The rather long subtitle for this book "Why I am a missional + evangelical + post/protestant..." Indicates the main point of his book - conceiving a Christian orthodoxy that includes and goes beyond current or historical boundaries with Christianity. There is much to admire here - who's against going beyond meaningless boundaries? The trouble for McLaren is various readers will have different ideas about what is or is not a meaningful boundary. I'm reminded of Lindbeck's Nature of Doctrine which argues that each group develops it's own dialect of the Christian language. McLaren is right, I think, in suggesting that there is a common language that can found and that there is value in sharing in it. The difficulty is that it is the very nature of communities to be formed with a certain theological dialect and there can be some challenges in maintaining a community when dialect is left behind or changed.
p64-65 Helpful chart of views of Jesus by group
p80 "Has he become ( I shudder to ask this) less our Lord and more our Mascot?"

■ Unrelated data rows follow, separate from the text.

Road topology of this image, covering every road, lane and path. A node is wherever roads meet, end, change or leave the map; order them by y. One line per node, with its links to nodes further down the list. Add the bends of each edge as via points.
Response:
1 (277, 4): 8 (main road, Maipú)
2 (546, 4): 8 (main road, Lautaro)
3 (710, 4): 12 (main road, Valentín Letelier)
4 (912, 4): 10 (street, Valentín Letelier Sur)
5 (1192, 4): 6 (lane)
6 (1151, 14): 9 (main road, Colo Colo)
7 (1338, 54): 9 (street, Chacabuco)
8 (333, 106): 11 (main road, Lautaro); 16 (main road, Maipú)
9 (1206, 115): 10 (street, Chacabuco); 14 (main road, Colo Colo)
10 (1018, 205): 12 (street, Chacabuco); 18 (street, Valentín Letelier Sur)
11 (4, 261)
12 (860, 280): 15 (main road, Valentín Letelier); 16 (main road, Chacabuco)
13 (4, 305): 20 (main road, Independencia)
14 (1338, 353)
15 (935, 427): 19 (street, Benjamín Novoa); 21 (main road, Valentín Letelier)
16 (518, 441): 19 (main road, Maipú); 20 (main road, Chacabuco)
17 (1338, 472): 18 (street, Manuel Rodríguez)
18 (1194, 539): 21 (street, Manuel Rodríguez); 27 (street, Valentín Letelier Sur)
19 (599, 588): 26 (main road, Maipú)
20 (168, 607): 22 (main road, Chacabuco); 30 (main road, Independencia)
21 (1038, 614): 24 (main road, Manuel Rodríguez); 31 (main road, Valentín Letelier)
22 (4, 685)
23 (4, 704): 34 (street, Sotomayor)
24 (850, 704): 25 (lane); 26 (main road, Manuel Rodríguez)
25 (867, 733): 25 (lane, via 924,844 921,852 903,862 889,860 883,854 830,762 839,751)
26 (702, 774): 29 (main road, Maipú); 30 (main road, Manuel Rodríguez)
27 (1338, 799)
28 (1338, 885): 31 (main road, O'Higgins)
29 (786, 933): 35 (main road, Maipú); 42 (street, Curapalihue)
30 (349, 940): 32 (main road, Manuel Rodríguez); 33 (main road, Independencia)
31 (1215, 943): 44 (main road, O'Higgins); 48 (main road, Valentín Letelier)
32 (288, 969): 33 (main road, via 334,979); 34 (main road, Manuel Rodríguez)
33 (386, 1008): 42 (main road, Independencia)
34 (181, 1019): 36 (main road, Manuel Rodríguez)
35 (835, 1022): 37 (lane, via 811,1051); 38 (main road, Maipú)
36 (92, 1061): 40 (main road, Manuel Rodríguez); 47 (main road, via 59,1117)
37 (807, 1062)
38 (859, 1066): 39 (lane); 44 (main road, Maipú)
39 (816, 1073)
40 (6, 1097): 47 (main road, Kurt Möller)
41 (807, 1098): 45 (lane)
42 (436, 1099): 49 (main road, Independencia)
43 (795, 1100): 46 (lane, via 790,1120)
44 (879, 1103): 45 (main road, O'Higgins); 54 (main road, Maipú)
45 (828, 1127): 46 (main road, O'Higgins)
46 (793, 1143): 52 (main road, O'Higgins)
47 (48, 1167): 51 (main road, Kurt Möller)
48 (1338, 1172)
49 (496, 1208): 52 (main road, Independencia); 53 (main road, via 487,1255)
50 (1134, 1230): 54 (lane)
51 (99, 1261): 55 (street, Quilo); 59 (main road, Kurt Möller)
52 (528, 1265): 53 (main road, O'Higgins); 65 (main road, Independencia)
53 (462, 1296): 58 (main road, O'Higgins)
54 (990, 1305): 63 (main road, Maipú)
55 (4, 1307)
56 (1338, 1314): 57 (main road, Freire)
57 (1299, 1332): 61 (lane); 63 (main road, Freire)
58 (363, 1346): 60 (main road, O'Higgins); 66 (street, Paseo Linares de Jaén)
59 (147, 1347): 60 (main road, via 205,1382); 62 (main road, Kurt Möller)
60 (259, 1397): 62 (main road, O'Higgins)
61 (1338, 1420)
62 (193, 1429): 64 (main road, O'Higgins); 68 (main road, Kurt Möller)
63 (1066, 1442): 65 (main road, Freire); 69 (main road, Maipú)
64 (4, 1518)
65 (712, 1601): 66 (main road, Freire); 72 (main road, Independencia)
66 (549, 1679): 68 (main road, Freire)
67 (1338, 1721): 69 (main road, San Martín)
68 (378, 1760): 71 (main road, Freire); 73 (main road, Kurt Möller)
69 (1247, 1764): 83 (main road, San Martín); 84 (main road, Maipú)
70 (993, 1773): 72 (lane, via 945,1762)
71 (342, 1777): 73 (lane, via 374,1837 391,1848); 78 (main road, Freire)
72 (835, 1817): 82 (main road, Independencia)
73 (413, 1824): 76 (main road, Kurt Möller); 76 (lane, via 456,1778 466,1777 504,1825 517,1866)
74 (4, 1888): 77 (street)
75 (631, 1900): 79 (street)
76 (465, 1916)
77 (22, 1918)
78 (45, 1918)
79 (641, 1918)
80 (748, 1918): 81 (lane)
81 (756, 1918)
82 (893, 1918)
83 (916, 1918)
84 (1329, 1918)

p85 "Jesus defined his own identity not as being served, but as giving his life in service, and in this way, acknowledging Jesus as master means one voluntarily "takes his yoke" and learns from Jesus how to serve God, plus one's neighbor, plus one's enemy, and so the whole world."
p179 "...the tragedy of consumerism: one acquires more and more things without taking the time to ever see and know them, and thus one never truly enjoys them."
p225 "...the sacrament nature of Catholicism is this: through learning that a few things can carry the sacred, we become open to the fact that all things (all good things, all created things) can ultimately carry the sacred..."
p290 "...the practices of humility, compassion, spirituality, and love--which develop only in community--are more essential to a good and healthy theology..."
p293 "It [generous orthodoxy] is rather to be in a loving (ethical) community of people who are seeking the truth (doctrine) on the road of mission (witness) and who have been launched on the quest by Jesus, who, with us, guides us still."